Our Founder

After 40 years, Midge Wilson, our founder and the executive director of Bay Area Women’s and Children’s Center (BAWCC) since its inception in 1981, has retired.  She has been the shining light and the guiding force of the Center, bringing critical services to women and families in the Tenderloin.  Prior to the creation of BAWCC, there were few services for the thousands of women and children who live in San Francisco’s Tenderloin neighborhood.  Midge created a safe space where women could take a break from their daily lives, rest on a comfortable couch, find community with other women from the neighborhood, receive food, clothing and other necessary supplies, and get referrals to jobs and other important resources.

Midge’s work always started from a place of deep listening to what the community had to say. She and her team of staff and volunteers conducted regular surveys and door to door inquiries to fully understand the issues, and then she thoughtfully went about addressing the needs. These practices have always been a hallmark of the approach Midge instilled in BAWCC.

One early revelation from these surveys was the sheer number of kids living within the Tenderloin neighborhood. Most people assumed there were little to no children in this neighborhood known for its plentiful SROs (single residency occupancy) units until BAWCC’s surveys dispelled this prevailing myth.

When Midge realized that there were no safe playgrounds in the Tenderloin where children could play, she worked with the community to create four children’s playgrounds as well as the Tenderloin Children’s Playground and Recreation Center, which continues to offer outstanding programs for youth and children.

Prior to 1998, there were 75 elementary schools throughout San Francisco, but none were located in the Tenderloin. Neighborhood children were forced to wait on street corners to be bussed to schools that were often located far from the Tenderloin, and parents were unable to attend parent-teacher conferences due to the distance and language barriers. Midge was the driving force behind the creation of the Tenderloin Community School – the first public elementary school to be located in the Tenderloin neighborhood.  Her relentless advocating paid off and the community has a jewel in this amazing neighborhood school.

In collaboration with the San Francisco Unified School District, she developed many innovative programs including a rooftop garden, a range of choice-based after-school clubs (like chess and cooking), and a robust technology program that serves all students from kindergarten through 5th grade.

In collaboration with UCSF and the San Francisco Unified School District, Midge developed a successful dental clinic located within the school that serves the dental needs of all the school’s students for free!

Until the COVID-19 Pandemic, the school had a unique physical education program, designed to help students achieve academic success by ensuring healthy food, outdoor facilitated play activities that fostered social skills as well as vigorous exercise.

Midge recognized the need to provide a more robust and relevant reading experience for students at the school and spearheaded the early adoption of Readers and Writers workshop.

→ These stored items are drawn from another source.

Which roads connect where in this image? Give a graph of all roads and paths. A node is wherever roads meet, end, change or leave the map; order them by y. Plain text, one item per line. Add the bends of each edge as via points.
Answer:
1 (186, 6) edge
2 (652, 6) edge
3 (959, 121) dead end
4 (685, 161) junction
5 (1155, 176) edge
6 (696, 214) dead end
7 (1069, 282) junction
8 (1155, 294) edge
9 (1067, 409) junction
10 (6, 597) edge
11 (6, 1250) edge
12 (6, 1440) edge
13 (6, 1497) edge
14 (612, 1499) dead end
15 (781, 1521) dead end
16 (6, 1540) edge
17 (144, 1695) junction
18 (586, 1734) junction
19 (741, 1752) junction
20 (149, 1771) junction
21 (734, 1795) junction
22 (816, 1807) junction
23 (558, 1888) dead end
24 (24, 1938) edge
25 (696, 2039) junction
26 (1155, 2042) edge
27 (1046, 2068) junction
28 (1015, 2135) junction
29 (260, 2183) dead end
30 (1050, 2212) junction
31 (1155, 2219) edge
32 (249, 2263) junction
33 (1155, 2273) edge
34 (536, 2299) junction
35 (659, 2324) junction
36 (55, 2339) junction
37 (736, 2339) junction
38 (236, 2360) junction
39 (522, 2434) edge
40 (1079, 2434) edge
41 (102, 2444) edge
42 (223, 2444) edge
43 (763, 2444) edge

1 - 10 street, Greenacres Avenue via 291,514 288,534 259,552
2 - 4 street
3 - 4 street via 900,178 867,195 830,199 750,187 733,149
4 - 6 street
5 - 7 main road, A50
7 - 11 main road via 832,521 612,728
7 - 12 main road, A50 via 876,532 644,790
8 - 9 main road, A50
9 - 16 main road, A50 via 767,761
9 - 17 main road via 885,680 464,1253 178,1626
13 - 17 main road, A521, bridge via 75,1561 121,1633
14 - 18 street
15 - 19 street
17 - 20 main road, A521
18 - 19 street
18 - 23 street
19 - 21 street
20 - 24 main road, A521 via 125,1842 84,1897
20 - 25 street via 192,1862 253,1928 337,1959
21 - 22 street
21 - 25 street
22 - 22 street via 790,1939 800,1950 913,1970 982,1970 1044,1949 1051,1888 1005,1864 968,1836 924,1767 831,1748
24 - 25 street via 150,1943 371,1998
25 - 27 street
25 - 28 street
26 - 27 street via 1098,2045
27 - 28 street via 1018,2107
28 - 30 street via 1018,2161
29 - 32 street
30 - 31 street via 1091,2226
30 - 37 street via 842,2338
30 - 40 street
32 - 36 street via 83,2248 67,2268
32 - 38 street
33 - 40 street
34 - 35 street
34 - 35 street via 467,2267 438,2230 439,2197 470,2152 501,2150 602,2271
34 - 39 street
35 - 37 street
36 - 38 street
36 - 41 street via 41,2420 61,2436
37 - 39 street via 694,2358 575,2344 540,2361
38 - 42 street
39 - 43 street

BAWCC raised funds to send teachers to Columbia’s University’s renowned Teachers’ college for training and built the Tenderloin School’s libraries with new, relevant, high-interest books that reflected the lives of the students in the school’s classrooms.

BAWCC continues to support the school and the community of families it serves, funding a community liaison staff person, a community outreach worker, a technology teacher, and staffing for outdoor recess/recreation, as well as the dental clinic.

Midge learned about John Wooden, renowned UCLA basketball coach, and became aware of his Pyramid of Success. She wanted to know more, so she went and visited him herself to better understand his philosophy and how it might support the children in the neighborhood. Soon, the Youth Sports Initiative was born, offering ice-skating, basketball, tennis and many more sports. One neighborhood athlete, Dinh Tran continues to skate and train for elite level ice skating and hopefully the Olympics. We are all rooting for him!

Over the years, Midge has received many awards for her leadership, advocacy and results. She has never enjoyed the attention such awards brought and was always quick to redirect the attention to those she served. Her humility was matched by her dedication. In 2012 she received one of the highest honors, the prestigious national Jefferson Award for her lifetime of multiplying good and inspiring others along the way.

Midge’s efforts have improved the lives of thousands of children and families in the Tenderloin, giving children, whose families were often limited by money, access to activities that middle-class students elsewhere do: afterschool enrichment clubs, technology devices and learning, dental care, quality instruction by trained teachers, and so much more.

Throughout this lifetime of hard work, Midge’s kindness, intelligence, and guiding spirit has touched thousands of lives.  She has been a role model, a mentor and an advocate, inspiring so many in the Tenderloin and beyond to achieve more than they ever could have imagined. Thank you, Midge, for leaving such an impactful legacy!